Los habitantes del barrio decidieron en sus asambleas de enero hacer de Christiania una ecometrópoli llena de nuevos proyectos de arquitectura creativa y medioambiental. Construirán 200 nuevas viviendas y reacomodarán a sus vecinos según la cantidad de integrantes por familia. Fomentan la utilización de materiales sustentables y la generación interna de puestos de trabajo. Entre sus residentes hay músicos, pintores, obreros, profesores de universidad y médicos, pero todos colaboran en la construcción y cuidado de la ciudad. Y han logrado, a base de consistencia ideológica, estar exentos del pago de impuestos de bienes inmuebles ni recogida de basura.

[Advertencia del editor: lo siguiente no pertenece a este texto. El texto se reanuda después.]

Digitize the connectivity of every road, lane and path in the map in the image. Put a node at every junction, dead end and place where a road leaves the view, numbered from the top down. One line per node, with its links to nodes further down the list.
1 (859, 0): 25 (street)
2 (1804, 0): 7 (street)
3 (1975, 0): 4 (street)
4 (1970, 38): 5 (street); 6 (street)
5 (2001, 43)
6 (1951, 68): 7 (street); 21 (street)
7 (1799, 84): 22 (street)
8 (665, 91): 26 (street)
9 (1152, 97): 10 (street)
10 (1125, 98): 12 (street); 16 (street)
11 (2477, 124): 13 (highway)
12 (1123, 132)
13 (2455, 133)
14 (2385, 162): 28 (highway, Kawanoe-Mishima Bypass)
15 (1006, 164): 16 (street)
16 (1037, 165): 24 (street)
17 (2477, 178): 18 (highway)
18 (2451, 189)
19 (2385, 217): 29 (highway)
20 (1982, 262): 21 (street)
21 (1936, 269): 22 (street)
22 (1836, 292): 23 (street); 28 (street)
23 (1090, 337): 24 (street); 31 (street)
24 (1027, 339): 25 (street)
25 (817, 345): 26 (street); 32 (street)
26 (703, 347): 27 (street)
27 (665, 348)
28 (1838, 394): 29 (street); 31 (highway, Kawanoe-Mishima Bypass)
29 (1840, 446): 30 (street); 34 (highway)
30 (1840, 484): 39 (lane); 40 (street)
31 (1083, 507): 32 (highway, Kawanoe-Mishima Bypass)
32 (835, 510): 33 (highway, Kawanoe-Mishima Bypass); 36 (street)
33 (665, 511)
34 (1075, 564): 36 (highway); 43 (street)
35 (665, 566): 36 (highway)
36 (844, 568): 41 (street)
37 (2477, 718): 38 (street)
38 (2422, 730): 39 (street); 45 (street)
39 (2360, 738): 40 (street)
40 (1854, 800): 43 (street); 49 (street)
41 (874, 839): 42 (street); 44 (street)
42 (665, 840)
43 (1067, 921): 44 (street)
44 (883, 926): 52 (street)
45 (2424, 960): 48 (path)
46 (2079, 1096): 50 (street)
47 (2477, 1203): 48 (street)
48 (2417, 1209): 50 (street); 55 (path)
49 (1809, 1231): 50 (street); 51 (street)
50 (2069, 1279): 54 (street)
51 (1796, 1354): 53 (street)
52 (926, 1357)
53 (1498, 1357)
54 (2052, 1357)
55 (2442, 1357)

“Tenemos que convertir a esta ciudad libre en una parte creativa y experimental de Copenhague. Ha de ser un foco de atracción cultural y de creación alternativa”, insiste Lausten. Christiania sigue fiel al estatuto que dice que la propiedad de la tierra es comunal y acepta donaciones de personas externas que simpatizan con su causa, pero además dialoga activamente con miembros del Ayuntamiento de Copenhague y del Gobierno nacional, y defiende con firmeza sus causas, entre ellas la de la legalización del cannabis.

Ahora, los vecinos de Christiania adaptan su sueño a los nuevos tiempos, y quieren volver a ser esa esperanza en un mundo libre, autónomo y civilizado. Hay unas pocas reglas que cumplir (no sacar fotos, no consumir drogas duras y no correr, porque crea pánico), pero reina la libertad, y así quieren conservarla, reactualizando el modelo de cara al futuro.